412 Small benefit from cognitive behavioural therapies for fibromyalgia

April 08, 2014

PEARLS 412, November 2013, written by Brian R McAvoy

Clinical question

How effective are cognitive behavioural therapies (CBTs) for treating fibromyalgia?

Bottom line

CBTs were superior to controls in reducing pain at end of treatment by 0.5 points on a scale of 0 to 10 and by 0.6 points at long-term follow up (median 6 months); in reducing negative mood at end of treatment by 0.7 points and by 1.3 points at long-term follow up; and in reducing disability at end of treatment by 0.7 points and at long-term follow up by 1.2 points. The dropout rates did not differ between CBTs and controls. Optimum treatment intensity was between 5 and 25 hours. There was no evidence for benefit of self-managed programmes as single therapy.

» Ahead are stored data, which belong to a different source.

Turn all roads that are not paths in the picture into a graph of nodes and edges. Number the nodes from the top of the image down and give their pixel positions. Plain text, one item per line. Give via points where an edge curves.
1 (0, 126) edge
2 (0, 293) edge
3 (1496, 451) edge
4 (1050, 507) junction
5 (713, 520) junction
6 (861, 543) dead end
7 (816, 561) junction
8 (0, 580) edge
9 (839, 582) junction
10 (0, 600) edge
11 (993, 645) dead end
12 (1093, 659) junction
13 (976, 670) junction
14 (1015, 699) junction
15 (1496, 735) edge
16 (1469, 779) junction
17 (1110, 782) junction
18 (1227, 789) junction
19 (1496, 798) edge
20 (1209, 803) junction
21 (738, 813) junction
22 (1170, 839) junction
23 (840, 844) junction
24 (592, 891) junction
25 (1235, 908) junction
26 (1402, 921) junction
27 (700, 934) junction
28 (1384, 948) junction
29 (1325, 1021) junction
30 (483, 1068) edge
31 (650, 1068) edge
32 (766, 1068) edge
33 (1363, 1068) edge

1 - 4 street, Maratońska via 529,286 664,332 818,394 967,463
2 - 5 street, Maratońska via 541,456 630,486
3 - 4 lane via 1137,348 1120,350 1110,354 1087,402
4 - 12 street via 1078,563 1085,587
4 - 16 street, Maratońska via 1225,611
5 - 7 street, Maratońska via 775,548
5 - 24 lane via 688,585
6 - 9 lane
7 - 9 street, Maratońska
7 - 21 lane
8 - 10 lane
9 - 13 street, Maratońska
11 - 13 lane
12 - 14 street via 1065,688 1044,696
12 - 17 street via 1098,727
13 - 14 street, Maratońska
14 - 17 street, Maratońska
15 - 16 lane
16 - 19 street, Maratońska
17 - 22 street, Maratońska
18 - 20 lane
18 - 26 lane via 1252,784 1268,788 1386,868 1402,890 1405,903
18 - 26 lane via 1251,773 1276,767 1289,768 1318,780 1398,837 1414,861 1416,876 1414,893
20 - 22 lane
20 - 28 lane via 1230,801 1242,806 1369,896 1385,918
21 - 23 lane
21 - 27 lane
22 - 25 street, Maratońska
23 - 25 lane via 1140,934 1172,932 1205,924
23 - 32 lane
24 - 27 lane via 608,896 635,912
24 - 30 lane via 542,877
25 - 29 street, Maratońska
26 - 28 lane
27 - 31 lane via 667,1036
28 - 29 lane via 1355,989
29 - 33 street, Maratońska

Positive effects were only verifiable for face-to-face CBTs but not for internet-based and telephone-based CBT at end of treatment. Positive effects were only detected in the comparison of CBTs with treatment as usual and waiting list controls but not with other active treatments (eg, aerobic exercise) or with attention control (except negative mood) at end of treatment. Studies that included patients with anxiety and depressive disorders demonstrated only a reduction in negative mood but not of pain and disability at end of treatment.

Fibromyalgia is a clinically well-defined, chronic condition of unknown aetiology, characterised by chronic, widespread pain that often coexists with sleep disturbances, cognitive dysfunction and fatigue. Patients often report high disability levels and negative mood. CBTs focus on reducing key symptoms and improving daily functioning, mood and sense of personal control over pain.

Cochrane Systematic Review
Bernardy K et al. Cognitive behavioural therapies for fibromyalgia. Cochrane Reviews, 2013, Issue 9. Art. No.: CD009796.DOI: 10.1002/14651858. CD009796.pub2. This review contains 23 studies involving over 2031 participants.

Pearls are an independent product of the Cochrane primary care group and are meant for educational use and not to guide clinical care.